Return all the lines below exactly as written. Drop every picture.
*** Opening Material to process ***
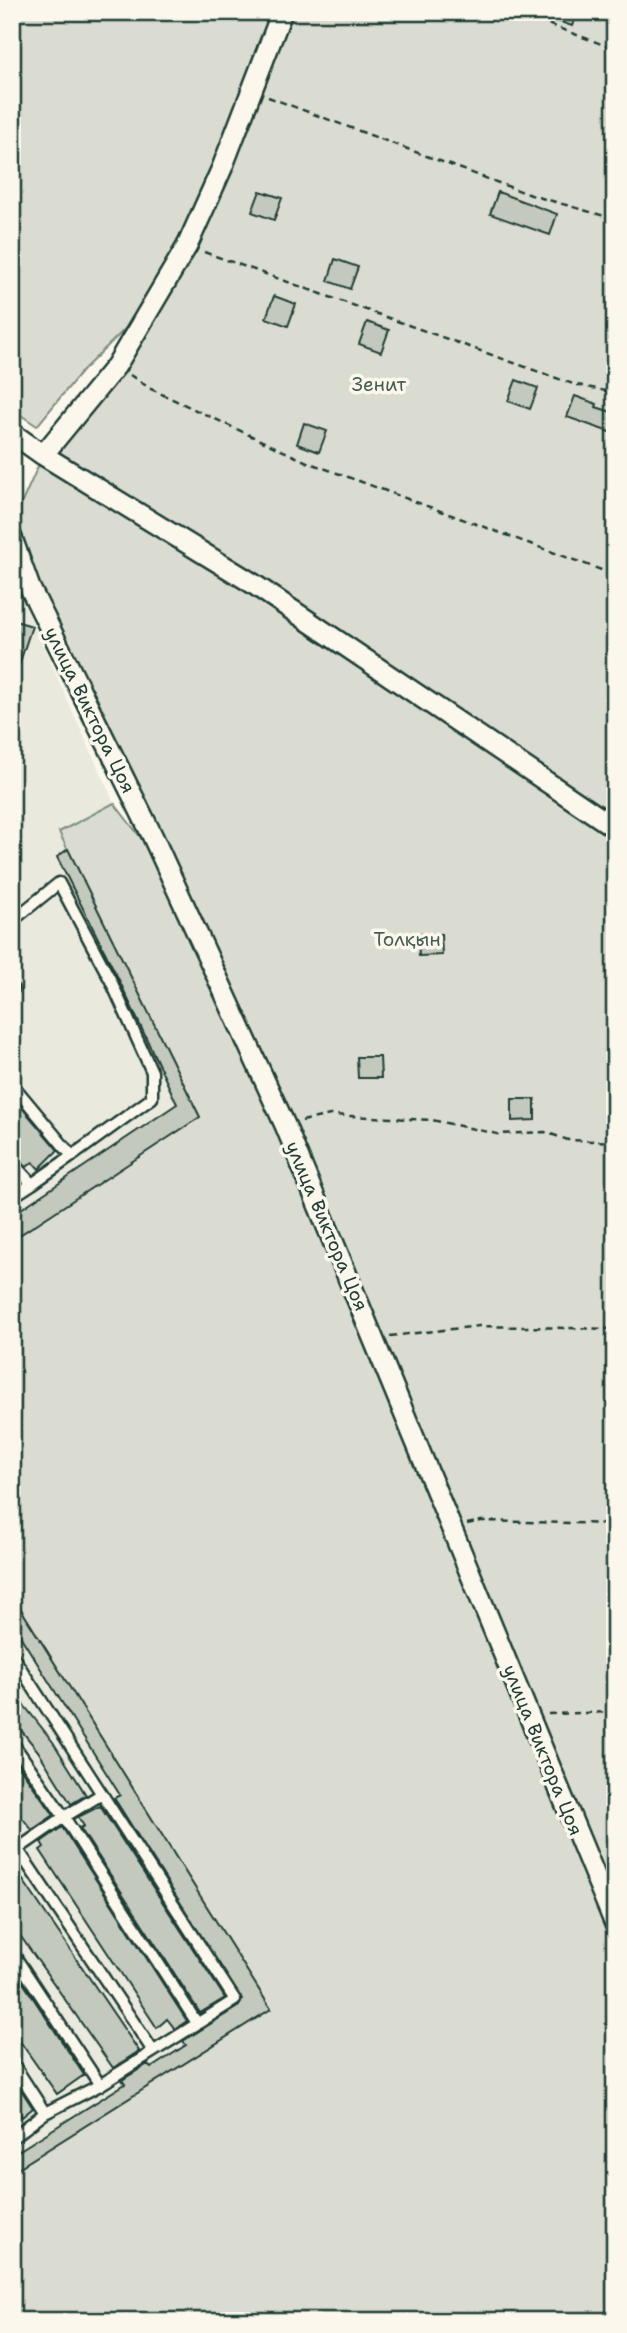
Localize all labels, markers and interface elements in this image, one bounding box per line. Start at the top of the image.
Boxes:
park label: Зенит [352,372,407,397]
street label: улица Виктора Цоя [39,623,141,797]
park label: Толқын [373,927,441,952]
street label: улица Виктора Цоя [280,1137,374,1315]
street label: улица Виктора Цоя [497,1661,589,1839]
*** Closing Material to process ***
- [Exercise output]:
Localize all labels, markers and interface elements in this image, one bounding box per line. Start at the top of the image.
Boxes:
park label: Зенит [352,372,407,397]
street label: улица Виктора Цоя [39,623,141,797]
park label: Толқын [373,927,441,952]
street label: улица Виктора Цоя [280,1137,374,1315]
street label: улица Виктора Цоя [497,1661,589,1839]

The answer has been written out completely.